LGBT-Senior*innen sind in Alten- und Pflegeeinrichtungen sowie in der Öffentlichkeit fast unsichtbar. Die Auseinandersetzung mit ihren Belangen legt nahe, dass die Betreuung von Senior*innen allgemein an die gesellschaftliche Realität angepasst werden sollte.
„Ich möchte in meiner letzten Lebenszeit mich nicht mehr über mein Schwulsein erklären müssen”, wünscht sich der Schweizer Bruno (74). „Ich möchte in einer Umgebung leben, in der das selbstverständlich ist.” In der Schweiz fördert die Organisation „Queer altern“ seit 2014 Dienstleistungsangebote für queere Menschen in den Bereichen Altern, Wohnen und Generationsbeziehungen. Bruno und sein Partner unterstützen das Projekt. Ihr Wunsch mag auf den ersten Blick zweitrangig erscheinen: Internationaler Fachkräftemangel, lange Wartelisten, Überlastung der Einrichtungen – Baustellen gibt es in der Altenpflege viele.
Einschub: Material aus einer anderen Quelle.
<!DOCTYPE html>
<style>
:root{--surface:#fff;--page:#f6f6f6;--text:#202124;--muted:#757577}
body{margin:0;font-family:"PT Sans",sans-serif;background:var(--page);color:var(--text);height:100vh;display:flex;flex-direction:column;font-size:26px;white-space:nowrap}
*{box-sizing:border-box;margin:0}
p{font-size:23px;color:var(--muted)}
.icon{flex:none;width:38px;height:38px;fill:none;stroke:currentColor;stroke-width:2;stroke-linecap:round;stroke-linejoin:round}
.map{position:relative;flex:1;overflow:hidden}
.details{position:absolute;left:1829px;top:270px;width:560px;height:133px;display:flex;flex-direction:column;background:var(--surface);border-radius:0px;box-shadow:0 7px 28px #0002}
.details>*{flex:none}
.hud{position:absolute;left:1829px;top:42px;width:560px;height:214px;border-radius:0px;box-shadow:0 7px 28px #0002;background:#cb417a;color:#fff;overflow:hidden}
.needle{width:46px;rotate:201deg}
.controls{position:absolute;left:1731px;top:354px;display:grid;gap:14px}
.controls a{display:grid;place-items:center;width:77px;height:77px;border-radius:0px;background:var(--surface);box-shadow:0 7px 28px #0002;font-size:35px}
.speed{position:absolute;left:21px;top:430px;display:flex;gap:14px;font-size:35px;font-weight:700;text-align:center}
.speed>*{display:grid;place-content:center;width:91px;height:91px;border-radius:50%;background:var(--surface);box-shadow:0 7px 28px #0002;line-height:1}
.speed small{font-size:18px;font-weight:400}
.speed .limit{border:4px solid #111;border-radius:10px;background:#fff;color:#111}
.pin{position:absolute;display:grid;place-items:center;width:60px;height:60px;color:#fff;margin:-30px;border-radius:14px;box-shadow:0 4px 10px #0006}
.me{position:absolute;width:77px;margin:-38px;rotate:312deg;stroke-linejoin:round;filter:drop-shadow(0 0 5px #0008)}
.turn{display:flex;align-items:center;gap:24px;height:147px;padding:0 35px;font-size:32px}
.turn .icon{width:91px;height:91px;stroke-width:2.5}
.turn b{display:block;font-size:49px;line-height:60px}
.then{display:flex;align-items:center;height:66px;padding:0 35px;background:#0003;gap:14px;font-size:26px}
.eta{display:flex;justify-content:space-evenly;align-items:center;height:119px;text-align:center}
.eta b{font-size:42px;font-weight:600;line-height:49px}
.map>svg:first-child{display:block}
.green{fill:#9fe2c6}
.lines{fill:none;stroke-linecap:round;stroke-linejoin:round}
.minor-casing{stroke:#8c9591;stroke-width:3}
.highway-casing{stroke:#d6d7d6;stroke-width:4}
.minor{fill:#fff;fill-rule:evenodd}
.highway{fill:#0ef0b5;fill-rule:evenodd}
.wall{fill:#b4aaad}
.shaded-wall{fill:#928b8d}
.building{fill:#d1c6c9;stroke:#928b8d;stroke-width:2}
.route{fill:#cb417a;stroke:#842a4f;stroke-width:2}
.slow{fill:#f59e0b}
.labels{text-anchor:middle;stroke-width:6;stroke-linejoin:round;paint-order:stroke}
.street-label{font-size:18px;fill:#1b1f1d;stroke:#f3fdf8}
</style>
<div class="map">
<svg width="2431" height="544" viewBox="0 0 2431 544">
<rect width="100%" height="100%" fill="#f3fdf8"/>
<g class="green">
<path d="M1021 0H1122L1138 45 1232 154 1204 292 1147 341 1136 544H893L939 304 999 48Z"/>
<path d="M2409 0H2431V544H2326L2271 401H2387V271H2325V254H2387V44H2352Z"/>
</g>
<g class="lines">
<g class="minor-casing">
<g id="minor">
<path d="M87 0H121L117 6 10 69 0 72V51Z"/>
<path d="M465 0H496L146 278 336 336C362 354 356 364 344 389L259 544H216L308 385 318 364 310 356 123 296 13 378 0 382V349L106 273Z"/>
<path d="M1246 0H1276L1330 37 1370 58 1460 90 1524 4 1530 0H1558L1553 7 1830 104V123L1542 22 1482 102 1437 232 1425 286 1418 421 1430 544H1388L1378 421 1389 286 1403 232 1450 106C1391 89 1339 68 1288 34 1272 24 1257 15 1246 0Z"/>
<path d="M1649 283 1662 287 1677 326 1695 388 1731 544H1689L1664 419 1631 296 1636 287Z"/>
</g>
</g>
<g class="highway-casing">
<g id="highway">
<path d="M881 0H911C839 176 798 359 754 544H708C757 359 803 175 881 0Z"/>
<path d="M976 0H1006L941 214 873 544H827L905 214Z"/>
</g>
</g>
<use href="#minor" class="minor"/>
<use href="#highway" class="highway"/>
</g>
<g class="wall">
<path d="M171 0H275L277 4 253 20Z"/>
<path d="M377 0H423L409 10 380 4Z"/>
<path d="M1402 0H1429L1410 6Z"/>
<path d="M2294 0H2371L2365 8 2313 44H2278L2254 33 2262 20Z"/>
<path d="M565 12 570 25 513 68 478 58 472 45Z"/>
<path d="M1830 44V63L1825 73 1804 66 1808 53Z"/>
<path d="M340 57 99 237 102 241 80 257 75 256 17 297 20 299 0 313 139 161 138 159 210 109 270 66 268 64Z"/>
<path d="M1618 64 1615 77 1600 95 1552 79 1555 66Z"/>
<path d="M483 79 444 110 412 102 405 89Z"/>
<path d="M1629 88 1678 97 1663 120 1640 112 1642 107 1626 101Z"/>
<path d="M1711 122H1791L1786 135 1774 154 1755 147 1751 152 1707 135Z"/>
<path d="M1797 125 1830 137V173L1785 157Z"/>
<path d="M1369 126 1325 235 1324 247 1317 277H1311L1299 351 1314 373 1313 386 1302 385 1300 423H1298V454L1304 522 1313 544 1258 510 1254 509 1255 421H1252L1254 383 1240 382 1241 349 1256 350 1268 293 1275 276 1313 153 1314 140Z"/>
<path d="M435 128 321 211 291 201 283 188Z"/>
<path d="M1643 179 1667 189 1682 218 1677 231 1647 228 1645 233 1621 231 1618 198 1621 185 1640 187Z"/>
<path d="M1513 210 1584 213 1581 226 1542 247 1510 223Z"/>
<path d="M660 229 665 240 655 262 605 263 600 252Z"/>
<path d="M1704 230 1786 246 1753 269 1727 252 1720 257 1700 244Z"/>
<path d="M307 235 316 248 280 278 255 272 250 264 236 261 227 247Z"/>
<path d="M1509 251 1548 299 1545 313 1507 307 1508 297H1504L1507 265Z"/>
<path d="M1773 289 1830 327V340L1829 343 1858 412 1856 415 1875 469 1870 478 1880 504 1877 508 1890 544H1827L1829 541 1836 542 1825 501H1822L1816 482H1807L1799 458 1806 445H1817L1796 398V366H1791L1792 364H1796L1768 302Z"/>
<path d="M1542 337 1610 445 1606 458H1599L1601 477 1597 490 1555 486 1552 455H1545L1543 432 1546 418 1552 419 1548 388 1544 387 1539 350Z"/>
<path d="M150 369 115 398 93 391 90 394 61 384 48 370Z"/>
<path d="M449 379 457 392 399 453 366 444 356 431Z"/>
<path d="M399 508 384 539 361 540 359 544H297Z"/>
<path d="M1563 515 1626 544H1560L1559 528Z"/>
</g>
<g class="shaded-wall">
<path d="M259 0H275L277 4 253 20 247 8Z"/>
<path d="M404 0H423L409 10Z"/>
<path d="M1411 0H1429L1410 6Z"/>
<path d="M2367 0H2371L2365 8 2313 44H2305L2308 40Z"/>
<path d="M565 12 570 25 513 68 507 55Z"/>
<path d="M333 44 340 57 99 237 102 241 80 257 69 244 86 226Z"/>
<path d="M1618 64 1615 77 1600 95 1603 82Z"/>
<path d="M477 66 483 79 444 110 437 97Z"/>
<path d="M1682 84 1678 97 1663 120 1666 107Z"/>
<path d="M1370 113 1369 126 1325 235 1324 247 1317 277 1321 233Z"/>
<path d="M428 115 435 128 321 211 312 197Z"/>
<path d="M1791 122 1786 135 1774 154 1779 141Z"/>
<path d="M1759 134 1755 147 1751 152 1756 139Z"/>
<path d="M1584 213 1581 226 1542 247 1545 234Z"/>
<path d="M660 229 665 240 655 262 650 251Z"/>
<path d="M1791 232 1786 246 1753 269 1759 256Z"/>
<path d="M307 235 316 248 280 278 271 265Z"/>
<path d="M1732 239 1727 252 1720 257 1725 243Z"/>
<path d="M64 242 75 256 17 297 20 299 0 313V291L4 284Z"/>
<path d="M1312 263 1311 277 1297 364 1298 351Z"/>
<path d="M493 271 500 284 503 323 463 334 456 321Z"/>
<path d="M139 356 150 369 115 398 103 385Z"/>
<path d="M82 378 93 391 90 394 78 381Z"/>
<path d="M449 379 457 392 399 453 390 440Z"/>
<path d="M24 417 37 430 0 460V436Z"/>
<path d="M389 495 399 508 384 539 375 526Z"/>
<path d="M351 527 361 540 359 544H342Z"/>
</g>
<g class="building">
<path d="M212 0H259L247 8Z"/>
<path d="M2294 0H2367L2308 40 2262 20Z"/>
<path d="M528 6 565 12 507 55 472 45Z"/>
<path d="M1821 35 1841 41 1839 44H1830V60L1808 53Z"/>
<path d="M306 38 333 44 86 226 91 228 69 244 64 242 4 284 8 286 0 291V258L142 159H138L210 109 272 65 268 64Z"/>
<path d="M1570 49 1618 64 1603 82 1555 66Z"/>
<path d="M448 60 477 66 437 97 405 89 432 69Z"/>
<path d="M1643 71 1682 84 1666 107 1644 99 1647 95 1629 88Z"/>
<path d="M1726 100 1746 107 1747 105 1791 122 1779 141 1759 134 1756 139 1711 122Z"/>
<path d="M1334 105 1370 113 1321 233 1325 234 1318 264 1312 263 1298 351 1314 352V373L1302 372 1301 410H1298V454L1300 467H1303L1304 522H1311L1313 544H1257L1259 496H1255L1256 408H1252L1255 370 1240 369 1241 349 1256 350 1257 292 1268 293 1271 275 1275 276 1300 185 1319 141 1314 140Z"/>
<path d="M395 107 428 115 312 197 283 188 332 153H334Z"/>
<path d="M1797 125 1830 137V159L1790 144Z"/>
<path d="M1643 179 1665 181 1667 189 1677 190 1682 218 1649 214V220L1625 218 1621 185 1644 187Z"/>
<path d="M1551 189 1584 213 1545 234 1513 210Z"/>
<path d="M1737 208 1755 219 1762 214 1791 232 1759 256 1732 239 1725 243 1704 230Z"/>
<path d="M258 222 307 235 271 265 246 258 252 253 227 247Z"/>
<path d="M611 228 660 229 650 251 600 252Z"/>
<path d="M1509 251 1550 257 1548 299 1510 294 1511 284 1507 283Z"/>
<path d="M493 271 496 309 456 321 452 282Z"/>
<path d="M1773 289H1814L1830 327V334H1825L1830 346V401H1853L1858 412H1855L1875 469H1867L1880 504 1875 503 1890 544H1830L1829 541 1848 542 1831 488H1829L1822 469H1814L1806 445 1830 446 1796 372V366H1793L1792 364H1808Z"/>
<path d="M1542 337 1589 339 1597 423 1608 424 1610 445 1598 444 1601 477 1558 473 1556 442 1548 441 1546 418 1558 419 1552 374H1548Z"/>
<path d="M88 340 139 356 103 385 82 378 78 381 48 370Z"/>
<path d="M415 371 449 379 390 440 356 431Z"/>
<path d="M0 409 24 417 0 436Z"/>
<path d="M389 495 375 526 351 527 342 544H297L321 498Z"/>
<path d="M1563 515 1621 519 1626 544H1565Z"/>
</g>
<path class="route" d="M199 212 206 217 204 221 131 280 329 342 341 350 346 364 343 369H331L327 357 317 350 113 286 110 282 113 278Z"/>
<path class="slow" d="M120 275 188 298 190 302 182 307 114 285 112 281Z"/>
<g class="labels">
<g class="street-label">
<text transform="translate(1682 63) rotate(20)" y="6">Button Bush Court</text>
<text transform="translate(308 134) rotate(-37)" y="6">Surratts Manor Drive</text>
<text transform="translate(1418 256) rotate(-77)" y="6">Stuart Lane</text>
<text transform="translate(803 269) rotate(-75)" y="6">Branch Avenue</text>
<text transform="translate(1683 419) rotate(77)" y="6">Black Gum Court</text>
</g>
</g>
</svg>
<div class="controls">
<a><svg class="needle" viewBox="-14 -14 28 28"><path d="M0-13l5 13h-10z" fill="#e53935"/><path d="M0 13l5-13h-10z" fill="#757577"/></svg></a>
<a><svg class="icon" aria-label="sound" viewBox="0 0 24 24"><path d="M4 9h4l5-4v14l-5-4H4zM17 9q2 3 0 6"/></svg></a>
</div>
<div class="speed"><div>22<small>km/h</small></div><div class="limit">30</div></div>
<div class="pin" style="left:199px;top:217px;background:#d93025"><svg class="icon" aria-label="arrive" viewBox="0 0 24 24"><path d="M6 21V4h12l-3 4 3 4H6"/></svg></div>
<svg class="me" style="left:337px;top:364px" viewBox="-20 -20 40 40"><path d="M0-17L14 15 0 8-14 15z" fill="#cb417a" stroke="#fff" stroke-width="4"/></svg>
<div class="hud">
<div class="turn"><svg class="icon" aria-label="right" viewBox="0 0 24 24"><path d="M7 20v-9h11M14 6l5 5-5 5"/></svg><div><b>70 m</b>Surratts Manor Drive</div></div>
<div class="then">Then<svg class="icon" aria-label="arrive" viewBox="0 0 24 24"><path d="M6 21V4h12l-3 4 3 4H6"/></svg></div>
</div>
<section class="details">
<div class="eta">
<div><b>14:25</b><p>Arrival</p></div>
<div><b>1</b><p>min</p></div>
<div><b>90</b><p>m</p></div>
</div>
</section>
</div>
So mögen manche die Überlegung, dass LGBT-Senior*innen individualisierte Betreuungsstrukturen benötigen, als Luxusdebatte abtun. Auf den zweiten Blick ist sie jedoch vielmehr die logische Konsequenz der gesellschaftlichen und politischen Öffnung gegenüber queeren Lebensweisen, in deren Genuss auch Menschen im Dritten Alter kommen sollten. Ein Luxus ist das nicht. Genauso wenig wie die Individualisierung der Altenpflege im Allgemeinen. Das Überdenken der Strukturen ist eine Notwendigkeit.
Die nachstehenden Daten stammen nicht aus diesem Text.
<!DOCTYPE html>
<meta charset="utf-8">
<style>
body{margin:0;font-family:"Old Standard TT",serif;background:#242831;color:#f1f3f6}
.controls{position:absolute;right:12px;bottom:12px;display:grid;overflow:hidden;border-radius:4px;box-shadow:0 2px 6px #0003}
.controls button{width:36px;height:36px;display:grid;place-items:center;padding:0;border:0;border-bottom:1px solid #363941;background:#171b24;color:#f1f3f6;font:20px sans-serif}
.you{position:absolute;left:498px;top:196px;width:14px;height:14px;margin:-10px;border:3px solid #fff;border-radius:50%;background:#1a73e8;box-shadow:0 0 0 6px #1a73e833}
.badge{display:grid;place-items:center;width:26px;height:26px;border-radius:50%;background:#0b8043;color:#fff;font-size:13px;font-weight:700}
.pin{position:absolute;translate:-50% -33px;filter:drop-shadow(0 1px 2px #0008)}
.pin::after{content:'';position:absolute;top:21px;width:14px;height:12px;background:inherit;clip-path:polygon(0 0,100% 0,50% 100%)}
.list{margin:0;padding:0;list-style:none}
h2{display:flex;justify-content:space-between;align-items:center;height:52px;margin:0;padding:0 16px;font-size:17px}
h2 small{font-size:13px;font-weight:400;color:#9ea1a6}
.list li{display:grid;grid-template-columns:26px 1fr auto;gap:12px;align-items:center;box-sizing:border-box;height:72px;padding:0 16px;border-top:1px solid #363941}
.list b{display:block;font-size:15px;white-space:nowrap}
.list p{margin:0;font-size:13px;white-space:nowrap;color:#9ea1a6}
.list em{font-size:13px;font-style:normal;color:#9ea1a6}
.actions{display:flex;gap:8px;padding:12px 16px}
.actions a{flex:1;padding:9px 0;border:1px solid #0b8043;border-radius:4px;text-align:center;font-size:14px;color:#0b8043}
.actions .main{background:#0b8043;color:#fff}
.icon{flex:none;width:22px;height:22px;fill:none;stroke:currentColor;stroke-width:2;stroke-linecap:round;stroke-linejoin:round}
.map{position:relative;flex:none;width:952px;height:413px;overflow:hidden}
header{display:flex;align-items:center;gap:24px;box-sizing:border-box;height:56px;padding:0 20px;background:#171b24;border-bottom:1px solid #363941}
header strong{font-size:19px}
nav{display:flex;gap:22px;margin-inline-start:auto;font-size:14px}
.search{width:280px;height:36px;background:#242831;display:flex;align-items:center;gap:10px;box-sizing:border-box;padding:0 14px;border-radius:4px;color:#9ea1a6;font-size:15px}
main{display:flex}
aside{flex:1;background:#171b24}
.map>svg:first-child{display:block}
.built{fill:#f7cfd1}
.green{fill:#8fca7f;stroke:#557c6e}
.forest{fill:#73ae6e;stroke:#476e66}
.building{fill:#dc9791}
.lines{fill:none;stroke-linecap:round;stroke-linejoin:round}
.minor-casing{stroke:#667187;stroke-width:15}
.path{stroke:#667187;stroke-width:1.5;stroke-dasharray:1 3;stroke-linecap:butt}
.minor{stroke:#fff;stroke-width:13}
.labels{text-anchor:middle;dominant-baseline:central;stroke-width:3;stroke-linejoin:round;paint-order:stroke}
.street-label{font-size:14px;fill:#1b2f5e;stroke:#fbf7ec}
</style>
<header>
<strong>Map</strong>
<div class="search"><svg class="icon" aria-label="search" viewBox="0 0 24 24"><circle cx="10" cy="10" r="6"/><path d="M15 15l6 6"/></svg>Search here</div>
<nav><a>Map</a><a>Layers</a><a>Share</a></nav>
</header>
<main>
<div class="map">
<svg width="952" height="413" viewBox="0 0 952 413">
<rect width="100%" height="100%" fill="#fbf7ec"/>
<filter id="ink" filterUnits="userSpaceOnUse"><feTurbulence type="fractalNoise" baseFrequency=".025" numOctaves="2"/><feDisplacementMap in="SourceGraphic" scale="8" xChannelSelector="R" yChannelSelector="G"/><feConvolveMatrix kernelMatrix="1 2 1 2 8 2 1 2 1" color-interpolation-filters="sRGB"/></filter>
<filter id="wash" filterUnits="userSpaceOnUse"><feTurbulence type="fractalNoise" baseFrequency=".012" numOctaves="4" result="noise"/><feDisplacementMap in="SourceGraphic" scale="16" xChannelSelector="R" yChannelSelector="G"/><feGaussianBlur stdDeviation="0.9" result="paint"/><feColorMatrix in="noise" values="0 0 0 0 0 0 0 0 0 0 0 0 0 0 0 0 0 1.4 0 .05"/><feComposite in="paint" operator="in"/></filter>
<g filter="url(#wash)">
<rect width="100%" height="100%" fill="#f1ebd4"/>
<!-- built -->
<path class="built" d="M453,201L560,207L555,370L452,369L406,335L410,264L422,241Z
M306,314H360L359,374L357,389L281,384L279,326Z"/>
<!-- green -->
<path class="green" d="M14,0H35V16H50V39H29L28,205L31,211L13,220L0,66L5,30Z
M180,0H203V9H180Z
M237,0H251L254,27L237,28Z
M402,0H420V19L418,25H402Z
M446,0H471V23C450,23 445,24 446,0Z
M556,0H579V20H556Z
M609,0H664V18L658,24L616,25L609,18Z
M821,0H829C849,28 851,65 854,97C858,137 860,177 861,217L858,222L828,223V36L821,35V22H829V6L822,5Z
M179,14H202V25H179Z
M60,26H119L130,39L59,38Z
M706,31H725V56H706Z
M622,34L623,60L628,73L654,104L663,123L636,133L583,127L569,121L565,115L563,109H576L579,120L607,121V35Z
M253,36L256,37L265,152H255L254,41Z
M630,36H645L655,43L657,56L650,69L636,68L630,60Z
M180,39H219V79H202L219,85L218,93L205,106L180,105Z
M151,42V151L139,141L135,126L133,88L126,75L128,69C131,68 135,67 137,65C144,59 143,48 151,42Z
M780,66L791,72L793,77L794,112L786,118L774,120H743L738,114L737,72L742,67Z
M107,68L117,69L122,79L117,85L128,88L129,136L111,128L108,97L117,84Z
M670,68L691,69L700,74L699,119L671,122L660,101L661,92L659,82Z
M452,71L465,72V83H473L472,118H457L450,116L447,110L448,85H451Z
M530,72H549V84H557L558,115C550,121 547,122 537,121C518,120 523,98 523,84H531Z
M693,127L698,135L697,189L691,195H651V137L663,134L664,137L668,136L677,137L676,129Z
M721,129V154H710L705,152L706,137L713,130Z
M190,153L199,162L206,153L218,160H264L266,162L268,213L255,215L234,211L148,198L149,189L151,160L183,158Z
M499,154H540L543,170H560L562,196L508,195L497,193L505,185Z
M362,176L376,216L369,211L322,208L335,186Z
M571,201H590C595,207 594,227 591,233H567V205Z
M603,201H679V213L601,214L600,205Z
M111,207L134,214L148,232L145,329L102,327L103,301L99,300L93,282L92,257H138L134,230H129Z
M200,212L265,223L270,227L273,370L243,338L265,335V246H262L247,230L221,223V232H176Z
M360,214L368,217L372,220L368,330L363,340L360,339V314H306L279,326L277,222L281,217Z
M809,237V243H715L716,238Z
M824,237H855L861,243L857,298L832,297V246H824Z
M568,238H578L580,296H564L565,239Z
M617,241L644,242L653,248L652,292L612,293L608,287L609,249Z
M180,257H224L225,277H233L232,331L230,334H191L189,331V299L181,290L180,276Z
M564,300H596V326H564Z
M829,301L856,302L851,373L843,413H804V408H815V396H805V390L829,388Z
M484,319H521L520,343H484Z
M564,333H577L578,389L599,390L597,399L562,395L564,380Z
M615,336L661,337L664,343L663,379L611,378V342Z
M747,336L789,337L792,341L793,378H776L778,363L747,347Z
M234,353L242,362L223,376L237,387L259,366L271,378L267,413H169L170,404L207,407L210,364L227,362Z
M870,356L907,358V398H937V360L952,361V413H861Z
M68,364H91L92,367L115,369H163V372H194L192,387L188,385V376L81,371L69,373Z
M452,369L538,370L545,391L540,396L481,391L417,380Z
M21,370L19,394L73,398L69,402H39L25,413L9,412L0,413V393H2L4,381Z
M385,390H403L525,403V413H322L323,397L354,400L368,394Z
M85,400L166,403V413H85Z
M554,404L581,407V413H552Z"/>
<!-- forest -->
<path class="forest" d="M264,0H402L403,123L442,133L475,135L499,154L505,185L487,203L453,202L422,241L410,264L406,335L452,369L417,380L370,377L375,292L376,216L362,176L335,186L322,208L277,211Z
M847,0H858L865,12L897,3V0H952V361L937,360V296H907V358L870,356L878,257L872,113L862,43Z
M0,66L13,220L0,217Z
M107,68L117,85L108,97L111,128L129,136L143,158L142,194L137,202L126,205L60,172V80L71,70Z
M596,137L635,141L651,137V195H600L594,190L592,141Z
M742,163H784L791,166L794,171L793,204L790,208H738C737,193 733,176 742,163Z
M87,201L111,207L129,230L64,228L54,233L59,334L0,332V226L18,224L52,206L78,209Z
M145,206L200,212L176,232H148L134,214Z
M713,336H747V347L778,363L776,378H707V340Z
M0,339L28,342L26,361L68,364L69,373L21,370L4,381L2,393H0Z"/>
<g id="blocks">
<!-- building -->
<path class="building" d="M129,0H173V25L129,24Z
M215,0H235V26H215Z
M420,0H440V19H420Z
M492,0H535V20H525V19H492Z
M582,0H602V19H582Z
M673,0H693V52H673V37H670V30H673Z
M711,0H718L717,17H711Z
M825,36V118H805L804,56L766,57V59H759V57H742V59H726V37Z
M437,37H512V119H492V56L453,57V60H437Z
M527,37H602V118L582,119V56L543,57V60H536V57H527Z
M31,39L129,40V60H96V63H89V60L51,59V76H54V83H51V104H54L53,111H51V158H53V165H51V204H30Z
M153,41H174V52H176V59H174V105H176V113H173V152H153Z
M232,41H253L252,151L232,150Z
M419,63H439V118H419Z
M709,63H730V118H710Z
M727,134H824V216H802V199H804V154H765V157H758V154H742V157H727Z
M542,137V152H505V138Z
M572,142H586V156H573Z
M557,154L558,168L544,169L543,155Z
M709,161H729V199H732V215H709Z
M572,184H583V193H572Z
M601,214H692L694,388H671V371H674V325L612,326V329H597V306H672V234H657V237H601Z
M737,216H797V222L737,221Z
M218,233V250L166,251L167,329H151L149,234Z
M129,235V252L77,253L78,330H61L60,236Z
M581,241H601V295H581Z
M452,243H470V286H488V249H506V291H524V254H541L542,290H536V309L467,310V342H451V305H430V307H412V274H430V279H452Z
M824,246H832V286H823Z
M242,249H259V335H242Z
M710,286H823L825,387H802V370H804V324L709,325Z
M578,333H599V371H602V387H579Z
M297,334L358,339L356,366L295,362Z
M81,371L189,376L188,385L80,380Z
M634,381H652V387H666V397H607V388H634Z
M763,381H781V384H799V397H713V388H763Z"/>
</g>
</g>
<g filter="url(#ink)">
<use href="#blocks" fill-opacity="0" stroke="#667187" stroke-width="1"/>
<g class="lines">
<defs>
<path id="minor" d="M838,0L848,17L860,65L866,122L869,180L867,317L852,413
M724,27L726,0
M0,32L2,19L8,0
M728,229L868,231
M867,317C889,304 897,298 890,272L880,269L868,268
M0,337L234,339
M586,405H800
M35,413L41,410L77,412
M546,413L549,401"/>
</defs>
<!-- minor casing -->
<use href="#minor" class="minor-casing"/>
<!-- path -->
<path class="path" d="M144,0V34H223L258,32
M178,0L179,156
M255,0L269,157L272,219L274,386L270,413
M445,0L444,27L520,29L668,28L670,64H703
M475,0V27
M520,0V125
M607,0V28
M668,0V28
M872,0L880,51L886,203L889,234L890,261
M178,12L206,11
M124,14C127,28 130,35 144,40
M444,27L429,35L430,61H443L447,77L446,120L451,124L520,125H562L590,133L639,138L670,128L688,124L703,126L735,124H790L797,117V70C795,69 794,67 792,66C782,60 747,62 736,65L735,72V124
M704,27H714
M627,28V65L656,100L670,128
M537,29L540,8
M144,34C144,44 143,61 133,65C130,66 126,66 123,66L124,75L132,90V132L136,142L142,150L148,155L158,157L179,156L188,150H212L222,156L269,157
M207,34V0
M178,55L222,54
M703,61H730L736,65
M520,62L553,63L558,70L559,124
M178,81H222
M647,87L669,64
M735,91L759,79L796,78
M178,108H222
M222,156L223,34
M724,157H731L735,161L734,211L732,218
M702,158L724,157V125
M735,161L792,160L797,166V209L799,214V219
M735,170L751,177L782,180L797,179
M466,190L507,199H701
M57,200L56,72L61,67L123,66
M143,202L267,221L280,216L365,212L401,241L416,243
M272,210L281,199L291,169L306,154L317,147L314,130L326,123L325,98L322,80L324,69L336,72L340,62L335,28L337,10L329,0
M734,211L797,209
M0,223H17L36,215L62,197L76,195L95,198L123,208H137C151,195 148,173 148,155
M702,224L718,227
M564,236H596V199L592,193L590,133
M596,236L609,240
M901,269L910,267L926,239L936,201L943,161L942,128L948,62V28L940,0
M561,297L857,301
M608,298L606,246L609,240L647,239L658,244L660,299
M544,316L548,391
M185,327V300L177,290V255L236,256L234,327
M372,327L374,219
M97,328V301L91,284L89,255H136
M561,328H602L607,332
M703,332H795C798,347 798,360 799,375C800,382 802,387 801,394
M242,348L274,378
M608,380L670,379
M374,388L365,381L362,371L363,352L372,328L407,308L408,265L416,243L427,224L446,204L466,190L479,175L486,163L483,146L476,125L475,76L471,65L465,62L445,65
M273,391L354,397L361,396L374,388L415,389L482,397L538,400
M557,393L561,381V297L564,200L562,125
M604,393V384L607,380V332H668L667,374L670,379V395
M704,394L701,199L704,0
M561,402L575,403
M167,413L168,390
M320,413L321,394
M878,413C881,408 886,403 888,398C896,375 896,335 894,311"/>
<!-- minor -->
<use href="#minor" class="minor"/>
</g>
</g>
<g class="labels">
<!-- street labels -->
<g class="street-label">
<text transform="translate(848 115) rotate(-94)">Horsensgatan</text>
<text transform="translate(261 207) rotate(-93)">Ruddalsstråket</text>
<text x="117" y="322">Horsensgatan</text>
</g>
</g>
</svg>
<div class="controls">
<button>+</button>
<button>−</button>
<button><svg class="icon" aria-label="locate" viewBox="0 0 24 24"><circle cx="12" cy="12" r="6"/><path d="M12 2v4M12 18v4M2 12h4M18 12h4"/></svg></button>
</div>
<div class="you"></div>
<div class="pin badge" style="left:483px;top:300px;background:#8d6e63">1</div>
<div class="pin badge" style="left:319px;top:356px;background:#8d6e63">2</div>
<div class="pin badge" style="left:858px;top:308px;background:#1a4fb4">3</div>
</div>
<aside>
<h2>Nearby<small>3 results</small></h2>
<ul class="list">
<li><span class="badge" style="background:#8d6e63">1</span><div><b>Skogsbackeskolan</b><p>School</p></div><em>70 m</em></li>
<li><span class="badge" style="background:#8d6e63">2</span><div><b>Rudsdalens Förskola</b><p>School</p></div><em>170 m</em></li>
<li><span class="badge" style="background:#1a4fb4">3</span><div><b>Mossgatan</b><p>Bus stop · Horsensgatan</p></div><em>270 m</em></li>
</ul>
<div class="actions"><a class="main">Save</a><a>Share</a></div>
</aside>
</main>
Unsichtbare Personengruppe
In Deutschland gibt es seit wenigen Jahren diverse Einrichtungen, die sich an queere Senior*innen richten, wie unter anderem seit 2012 das schwule Wohnprojekt „Lebensort Vielfalt“ in Berlin oder die vollstationäre Altenpflege für LGBT in der Münchenstift in München seit 2014. In Luxemburg existiert ein solches Angebot bis dato nicht. Interesse an Beratung seitens der Alten- und Pflegeheime verzeichnet das „Centre d’information gay et lesbien“ (Cigale) bisher nicht – und auch im Gespräch mit einer Krankenpflegerin in der Geriatrie in Luxemburg sowie einer Angestellten in einem luxemburgischen Altenheim wird deutlich, dass das Zusammenbringen von Altenpflege und LGBT in den wenigsten Einrichtungen Diskussionsgegenstand ist. Dabei ist davon auszugehen, dass durchaus LGBT-Senior*innen in den Einrichtungen leben, nur eben „back in the closet“ oder ohne sich jemals geoutet zu haben. Aus der Forschungsliteratur geht hervor, dass allgemein repräsentative Studien und Zahlen zu LGBT-Senior*innen in Pflegeeinrichtungen und Altenheimen fehlen, es aber durchaus Betroffene gibt, die unter dem mangelnden Bewusstsein für ihre Situation leiden.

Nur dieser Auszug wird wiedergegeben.